**Aim of the exercise**
In the material below, find each line that contains the word "this" and copy it.

········

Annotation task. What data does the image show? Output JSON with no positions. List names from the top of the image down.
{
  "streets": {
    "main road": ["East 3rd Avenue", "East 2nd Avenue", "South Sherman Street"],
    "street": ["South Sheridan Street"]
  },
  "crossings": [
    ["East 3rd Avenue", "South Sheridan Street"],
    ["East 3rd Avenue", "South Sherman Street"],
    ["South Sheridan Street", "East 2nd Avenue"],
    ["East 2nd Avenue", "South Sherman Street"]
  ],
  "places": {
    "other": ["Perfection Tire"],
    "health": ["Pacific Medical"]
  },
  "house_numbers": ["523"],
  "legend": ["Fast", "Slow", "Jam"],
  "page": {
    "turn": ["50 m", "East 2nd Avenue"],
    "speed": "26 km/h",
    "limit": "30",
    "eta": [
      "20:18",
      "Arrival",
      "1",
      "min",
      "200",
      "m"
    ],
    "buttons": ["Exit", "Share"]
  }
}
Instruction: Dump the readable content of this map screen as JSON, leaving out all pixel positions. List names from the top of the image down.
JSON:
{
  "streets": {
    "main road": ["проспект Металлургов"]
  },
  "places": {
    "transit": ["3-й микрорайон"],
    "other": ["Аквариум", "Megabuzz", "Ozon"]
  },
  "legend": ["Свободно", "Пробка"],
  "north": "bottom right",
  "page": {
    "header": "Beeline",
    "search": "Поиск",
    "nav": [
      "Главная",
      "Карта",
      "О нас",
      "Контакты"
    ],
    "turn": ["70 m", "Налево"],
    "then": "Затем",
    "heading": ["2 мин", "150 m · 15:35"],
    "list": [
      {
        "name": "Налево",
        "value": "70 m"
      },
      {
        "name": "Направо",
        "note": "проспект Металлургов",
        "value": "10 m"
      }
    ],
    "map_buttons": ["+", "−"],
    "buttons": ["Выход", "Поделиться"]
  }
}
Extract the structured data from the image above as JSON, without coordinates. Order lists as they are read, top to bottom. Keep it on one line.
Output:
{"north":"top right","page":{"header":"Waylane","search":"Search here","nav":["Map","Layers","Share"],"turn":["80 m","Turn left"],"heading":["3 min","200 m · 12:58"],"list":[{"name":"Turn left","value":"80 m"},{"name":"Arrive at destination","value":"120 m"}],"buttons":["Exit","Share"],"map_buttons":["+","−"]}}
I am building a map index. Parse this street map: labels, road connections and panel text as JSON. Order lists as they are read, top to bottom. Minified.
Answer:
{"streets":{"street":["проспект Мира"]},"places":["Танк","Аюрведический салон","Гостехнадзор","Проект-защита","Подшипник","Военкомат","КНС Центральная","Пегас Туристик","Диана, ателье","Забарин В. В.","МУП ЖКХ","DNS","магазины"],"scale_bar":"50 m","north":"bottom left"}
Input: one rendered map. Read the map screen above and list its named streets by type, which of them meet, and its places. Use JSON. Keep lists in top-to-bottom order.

········

**Written reply**
Instruction: Dump the readable content of this map screen as JSON, leaving out all pixel positions. List names from the top of the image down.
I am building a map index. Parse this street map: labels, road connections and panel text as JSON. Order lists as they are read, top to bottom. Minified.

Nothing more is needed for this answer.